Вы признаете, однако, что есть доля юмора в двух упомянутых здесь трагедиях. Почему? Неужели идея о людях на службе почему-то смешна? Возможно, в этой стране она становится еще более таковой из-за великолепного вида ливрейных слуг великих людей. Когда вы думаете, что мы сами одеваемся в черное, а своих ближних облачаем в зеленые, розовые или канареечные бриджи; что мы приказываем им мазать волосы мукой, вычесав эту чепуху из собственных голов пятьдесят лет назад; что некоторые из самых благородных и статных среди нас заставляют людей, управляющих их экипажами, надевать маленькие парики альбиносов и сидеть за огромными букетами — я говорю, я полагаю, что именно это нагромождение золотого шитья, кричащих цветов, цветущего плюша на честном Джоне Тротте делает человека абсурдным в наших глазах, который мог бы быть не чем иным, как простым добропорядочным гражданином и домашним работником. Предположим, мой дорогой сэр, что вас самих внезапно попросили надеть полный парадный или даже домашний мундир с гербом нашего друга Джонса, повторяющимся в различных комбинациях пуговиц на вашей груди и спине? Предположим, мадам, вашему сыну сказали бы, что он не может выйти иначе, как в нижних одеждах из гвоздичного или янтарного плюша — позволили бы вы ему? . . . Но, как вы справедливо говорите, это не вопрос, а кроме того, это вопрос, чреватый опасностью, сэр; и радикализмом, сэр; и подрывом самых основ социального строя, сэр. . . . Что ж, Джон, мы не будем вдаваться в ваш великий домашний вопрос. Не будем забавляться опасной силой Джемса и острыми инструментами на его доске для ножей: но Бетти и Сьюзен, которые орудуют игривой шваброй и ставят на огонь кипящий чайник. Конечно, вы слышали, как миссис Тоддлз говорит миссис Доддлз об их общих служанках.
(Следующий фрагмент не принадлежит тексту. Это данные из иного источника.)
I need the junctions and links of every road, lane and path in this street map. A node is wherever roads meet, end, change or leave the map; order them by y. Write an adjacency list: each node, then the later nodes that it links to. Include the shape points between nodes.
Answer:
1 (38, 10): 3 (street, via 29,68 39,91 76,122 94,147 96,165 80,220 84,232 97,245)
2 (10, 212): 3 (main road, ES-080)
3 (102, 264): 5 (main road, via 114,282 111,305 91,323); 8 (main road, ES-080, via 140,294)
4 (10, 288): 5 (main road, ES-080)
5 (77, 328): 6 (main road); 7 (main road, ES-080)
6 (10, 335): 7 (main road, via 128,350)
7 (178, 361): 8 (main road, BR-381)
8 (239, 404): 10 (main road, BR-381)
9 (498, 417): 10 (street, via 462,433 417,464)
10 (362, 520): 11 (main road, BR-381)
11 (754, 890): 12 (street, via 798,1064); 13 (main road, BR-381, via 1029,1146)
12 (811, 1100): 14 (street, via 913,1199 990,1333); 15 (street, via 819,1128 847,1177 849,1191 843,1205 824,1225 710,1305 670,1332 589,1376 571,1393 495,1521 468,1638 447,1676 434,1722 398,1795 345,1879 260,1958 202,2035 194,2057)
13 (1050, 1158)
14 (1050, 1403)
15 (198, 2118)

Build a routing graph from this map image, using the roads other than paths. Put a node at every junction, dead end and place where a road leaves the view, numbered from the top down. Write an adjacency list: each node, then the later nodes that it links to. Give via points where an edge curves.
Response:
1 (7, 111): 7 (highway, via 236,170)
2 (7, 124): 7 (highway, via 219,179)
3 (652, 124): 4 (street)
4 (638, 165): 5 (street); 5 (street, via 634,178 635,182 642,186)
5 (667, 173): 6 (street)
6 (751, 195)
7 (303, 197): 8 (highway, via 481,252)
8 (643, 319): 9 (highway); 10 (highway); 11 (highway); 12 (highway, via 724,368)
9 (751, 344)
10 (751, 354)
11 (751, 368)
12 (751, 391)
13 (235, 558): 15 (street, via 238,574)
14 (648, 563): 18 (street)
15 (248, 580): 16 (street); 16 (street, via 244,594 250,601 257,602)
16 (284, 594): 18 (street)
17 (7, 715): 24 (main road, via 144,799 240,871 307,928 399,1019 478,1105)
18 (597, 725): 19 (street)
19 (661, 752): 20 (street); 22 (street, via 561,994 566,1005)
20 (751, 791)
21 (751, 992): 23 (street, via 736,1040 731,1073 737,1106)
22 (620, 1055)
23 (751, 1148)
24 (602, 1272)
Мисс Сьюзен должно быть шелковое платье, а мисс Бетти должна носить цветы под капором, когда идет в церковь, если угодно, и слышали ли вы когда-нибудь такую наглость? Слуга во многих небольших заведениях — постоянная и бесконечная тема для разговоров. Какая маленькая зарплата, сон, еда, какое бесконечное мытье, ругань, беготня по поручениям выпадают на долю этой бедной Сьюзен; какое возмущение из-за маленького любезного слова, сказанного парню из бакалейной лавки, разносчику пива, пухлому мяснику! Где такие вещи закончатся, моя дорогая миссис Тоддлз, я не знаю. Какую зарплату они потребуют в следующий раз, моя дорогая миссис Доддлз и т. д.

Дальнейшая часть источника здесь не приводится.